Joao Garcia

Personal information
- Full name: Joao Guilherme Palmier Haase Garcia
- Date of birth: July 17, 1986 (age 40)
- Place of birth: Rio de Janeiro, Brazil
- Height: 6 ft 2 in (1.88 m)
- Position: Centre back

Team information
- Current team: Atlanta SC

Youth career
- Years: Team
- 2008–2011: Barry University

Managerial career
- 2012–2013: Barry University (assistant)
- 2013-2014: Andrew College
- 2014–2015: Miami Dade FC
- 2015-2016: Florida National University
- 2016-2018: Barry University
- 2017-2019: Brazil 6v6 National Team
- 2018-2019: LSA PRO
- 2019-present: Atlanta SC

= Joao Guilherme Garcia =

Brazilian-American sports manager

Joao Garcia (born July 17, 1986, in Rio de Janeiro, Brazil) is the general manager of the Ginga Atlanta, a UPSL team.

==Player==
Garcia attended Barry University where he played on the men's soccer team from 2008 to 2011. Winning two Conference Championships and qualifying three times for the NCAA National Tournament.
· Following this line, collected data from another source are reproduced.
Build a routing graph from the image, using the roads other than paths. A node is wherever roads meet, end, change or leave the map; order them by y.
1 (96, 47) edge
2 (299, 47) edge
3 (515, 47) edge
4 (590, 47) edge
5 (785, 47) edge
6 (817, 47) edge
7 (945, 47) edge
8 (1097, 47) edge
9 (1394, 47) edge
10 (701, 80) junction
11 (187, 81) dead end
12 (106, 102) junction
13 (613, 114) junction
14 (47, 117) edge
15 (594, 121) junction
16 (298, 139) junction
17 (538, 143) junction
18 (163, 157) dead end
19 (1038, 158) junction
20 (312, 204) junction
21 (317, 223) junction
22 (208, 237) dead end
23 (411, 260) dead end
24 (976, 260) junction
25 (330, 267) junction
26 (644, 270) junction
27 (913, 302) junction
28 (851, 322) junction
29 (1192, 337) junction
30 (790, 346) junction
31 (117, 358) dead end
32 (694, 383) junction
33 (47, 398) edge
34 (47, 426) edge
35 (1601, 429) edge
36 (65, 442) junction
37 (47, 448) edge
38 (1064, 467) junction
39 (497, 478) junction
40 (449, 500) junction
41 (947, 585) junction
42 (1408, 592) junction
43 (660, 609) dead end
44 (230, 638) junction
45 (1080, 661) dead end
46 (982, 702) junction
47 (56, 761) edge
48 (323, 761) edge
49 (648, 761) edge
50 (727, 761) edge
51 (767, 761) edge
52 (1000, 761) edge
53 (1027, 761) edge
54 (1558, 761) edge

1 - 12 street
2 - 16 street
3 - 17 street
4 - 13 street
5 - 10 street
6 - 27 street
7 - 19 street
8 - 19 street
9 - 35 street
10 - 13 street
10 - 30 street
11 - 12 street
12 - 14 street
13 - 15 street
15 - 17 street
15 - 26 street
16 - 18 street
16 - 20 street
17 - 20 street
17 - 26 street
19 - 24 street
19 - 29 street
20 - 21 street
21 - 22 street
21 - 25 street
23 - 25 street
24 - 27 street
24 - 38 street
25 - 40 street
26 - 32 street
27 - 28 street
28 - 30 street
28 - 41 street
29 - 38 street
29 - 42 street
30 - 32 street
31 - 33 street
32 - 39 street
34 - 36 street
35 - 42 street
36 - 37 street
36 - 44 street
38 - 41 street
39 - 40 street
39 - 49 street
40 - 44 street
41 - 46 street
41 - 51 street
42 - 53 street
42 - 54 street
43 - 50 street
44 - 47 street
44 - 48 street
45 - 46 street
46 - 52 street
He was named as an All Conference Player and an All Region Player.

==Coach==
Garcia began his coaching career as an assistant at Barry University in 2012.

From 2011 until 2017 he coached at the university level. Starting as assistant coach at Barry University where he stayed one season while also being head coach at ATM High School where he was awarded Florida State Coach of the year.

He then went onto coach at Andrew College in Georgia in 2013. After which he moved back to Miami where he took charge of Miami Dade FC in the club's inaugural season, winning the championship in undefeated fashion. The following season he work at the Fort Lauderdale Strikers (2006-2016) as a tactical analyst. From there he was hired at Florida National University and started the first ever men's soccer team in school history. After two years at FNU Joao moved back to coach for two more seasons at Barry University.

In 2017 Joao was appointed head coach of both the Brazil Indoor Soccer National Team and the 6v6 Brazil Minifootball National Team. He led Brazil in the 6v6 World Cup in Tunisia, and in the Copa America in Guatemala, where the team ended with the best attack and best defense of the tournament.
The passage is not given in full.